_Task instructions_. Go over the entries below line by line, copying each one that contains the word "paths".
::: Source records
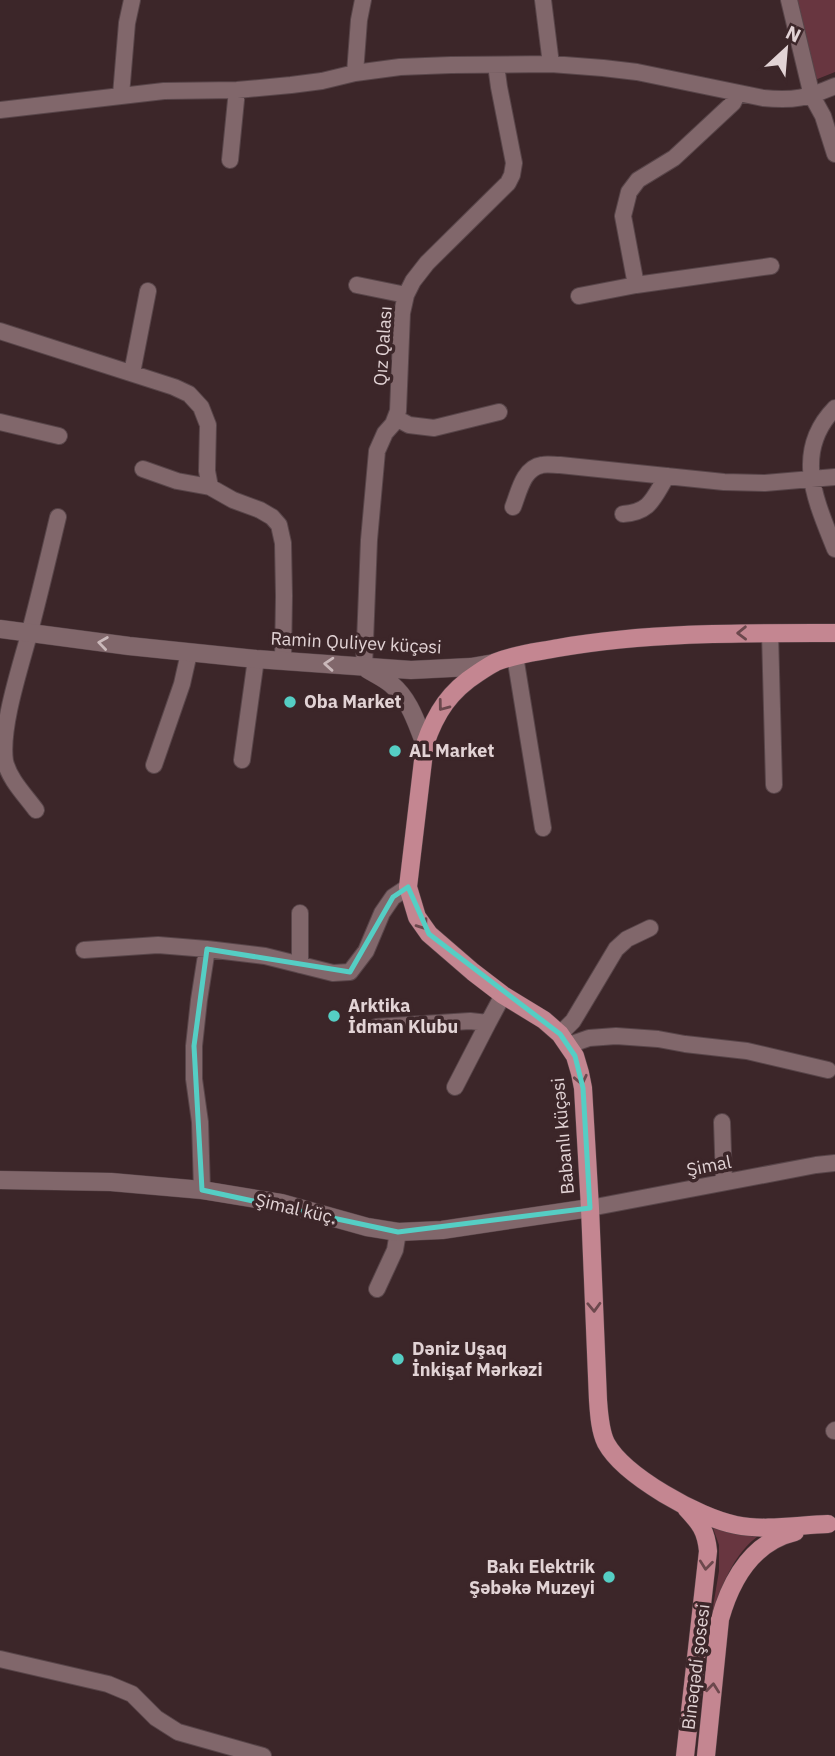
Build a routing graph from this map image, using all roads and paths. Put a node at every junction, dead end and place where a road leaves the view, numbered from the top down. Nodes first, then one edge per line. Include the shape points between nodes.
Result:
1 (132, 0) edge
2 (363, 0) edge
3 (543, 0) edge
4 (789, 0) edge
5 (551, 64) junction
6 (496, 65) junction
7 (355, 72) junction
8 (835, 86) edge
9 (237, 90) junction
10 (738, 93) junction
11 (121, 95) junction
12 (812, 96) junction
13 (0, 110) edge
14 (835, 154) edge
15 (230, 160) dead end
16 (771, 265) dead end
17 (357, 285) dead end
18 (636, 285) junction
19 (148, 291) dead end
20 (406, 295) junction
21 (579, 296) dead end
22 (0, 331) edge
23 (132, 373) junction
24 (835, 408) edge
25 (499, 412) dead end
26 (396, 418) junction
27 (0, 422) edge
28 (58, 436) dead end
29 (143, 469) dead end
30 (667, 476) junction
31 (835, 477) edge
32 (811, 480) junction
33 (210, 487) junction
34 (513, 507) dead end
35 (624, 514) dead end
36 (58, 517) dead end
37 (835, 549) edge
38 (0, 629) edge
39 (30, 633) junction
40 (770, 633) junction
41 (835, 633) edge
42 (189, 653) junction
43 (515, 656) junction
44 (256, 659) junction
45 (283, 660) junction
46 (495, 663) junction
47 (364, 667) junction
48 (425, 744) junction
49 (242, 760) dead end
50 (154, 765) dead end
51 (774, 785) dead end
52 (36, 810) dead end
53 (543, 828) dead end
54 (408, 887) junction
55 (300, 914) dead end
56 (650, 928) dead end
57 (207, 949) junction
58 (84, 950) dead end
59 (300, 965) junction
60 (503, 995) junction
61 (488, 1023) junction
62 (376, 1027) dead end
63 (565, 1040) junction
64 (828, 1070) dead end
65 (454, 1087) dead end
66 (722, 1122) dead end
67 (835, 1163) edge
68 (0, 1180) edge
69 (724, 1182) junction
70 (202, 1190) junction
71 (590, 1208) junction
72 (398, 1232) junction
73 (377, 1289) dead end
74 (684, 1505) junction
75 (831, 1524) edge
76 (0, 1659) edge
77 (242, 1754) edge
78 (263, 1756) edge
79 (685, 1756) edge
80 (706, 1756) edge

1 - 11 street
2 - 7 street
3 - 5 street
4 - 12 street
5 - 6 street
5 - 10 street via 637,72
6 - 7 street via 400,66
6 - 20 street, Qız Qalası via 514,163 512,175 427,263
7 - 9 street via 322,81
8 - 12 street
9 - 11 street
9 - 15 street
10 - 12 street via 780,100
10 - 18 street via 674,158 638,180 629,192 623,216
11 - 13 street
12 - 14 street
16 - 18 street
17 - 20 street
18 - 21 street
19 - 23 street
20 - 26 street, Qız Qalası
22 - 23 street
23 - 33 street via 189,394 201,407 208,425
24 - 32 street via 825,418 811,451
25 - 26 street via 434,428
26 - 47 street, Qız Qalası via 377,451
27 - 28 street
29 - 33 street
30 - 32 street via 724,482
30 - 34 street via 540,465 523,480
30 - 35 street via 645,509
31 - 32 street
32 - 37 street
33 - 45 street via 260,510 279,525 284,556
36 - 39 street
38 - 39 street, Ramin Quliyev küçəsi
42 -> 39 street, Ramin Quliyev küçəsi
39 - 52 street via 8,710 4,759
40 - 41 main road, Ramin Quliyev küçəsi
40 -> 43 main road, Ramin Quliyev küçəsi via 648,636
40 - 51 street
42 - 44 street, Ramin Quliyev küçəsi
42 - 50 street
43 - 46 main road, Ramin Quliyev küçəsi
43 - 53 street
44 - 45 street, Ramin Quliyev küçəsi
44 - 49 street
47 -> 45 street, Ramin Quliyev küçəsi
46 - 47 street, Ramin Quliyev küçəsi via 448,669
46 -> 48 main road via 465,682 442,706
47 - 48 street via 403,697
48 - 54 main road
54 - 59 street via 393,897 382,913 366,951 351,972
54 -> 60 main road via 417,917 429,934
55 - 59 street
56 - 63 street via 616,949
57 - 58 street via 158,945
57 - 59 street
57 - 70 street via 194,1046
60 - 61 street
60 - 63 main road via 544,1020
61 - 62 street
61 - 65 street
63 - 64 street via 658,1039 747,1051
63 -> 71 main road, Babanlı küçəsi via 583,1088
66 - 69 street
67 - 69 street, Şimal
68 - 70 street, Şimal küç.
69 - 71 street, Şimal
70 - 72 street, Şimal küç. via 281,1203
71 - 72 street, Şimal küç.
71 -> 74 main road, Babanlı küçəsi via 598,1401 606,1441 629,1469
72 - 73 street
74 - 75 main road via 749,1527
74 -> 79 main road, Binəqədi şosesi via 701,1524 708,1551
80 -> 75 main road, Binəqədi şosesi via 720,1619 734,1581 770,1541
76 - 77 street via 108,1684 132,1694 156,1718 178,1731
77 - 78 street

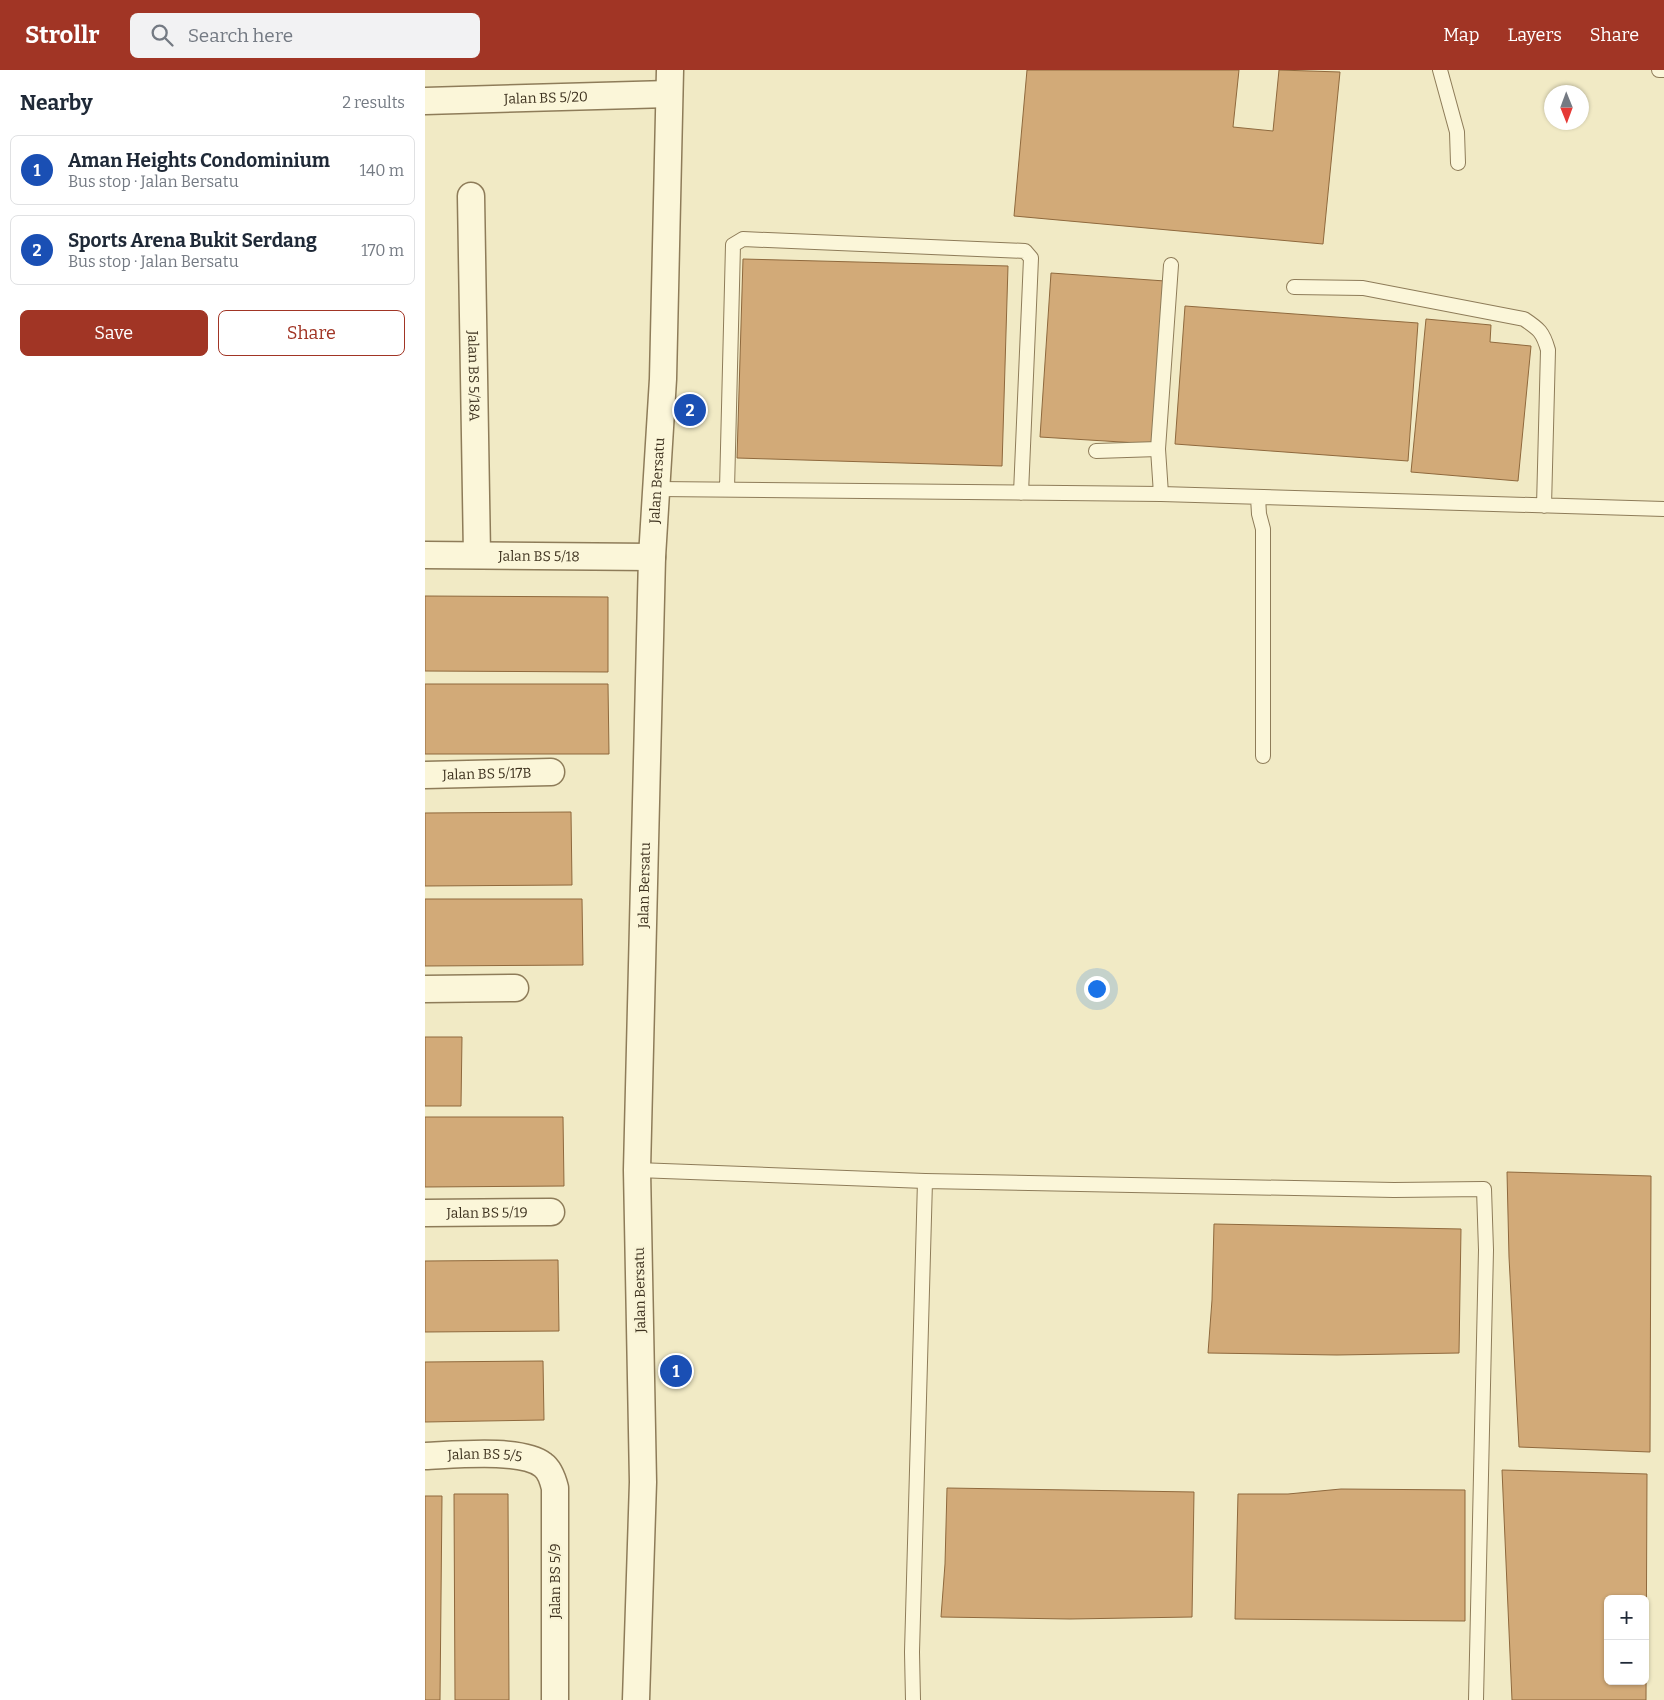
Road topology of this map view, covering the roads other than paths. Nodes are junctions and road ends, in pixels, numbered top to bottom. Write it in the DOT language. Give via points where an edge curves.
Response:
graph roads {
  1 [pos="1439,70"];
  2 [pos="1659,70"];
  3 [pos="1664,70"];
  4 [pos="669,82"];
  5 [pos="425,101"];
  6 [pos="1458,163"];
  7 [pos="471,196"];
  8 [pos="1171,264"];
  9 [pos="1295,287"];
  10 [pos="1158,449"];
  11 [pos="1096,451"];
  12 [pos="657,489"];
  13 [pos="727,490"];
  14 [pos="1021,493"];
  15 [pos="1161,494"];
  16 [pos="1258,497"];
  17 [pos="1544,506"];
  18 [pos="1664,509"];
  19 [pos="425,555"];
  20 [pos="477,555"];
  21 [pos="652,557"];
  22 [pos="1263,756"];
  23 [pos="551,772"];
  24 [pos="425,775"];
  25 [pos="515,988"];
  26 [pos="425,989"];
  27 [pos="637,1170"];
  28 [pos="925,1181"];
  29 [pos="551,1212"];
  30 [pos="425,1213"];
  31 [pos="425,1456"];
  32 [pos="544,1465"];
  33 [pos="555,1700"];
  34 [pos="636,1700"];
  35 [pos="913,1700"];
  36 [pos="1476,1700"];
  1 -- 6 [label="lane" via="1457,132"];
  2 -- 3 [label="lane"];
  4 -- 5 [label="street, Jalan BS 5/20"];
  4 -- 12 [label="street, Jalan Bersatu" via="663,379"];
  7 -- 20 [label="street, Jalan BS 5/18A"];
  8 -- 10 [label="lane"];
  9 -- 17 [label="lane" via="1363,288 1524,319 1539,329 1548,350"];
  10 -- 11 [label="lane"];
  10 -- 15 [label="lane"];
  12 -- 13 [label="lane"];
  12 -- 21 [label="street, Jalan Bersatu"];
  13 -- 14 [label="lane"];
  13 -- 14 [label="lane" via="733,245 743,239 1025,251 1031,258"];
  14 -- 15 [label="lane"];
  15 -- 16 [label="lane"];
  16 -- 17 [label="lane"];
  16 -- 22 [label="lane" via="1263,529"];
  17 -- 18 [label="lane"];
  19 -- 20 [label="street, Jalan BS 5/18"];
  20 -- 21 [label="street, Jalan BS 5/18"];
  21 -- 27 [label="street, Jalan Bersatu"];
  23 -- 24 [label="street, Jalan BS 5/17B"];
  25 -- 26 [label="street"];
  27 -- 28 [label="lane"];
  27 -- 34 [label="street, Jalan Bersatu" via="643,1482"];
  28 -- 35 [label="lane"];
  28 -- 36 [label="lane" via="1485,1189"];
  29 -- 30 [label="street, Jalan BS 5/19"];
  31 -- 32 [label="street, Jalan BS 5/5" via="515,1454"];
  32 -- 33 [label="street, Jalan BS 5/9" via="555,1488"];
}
::::::
_Answer space_.
Build a routing graph from this map image, using all roads and paths. Put a node at every junction, dead end and place where a road leaves the view, numbered from the top down. Nodes first, then one edge per line. Include the shape points between nodes.
Road topology of this map view, covering the roads other than paths. Nodes are junctions and road ends, in pixels, numbered top to bottom. Write it in the DOT language. Give via points where an edge curves.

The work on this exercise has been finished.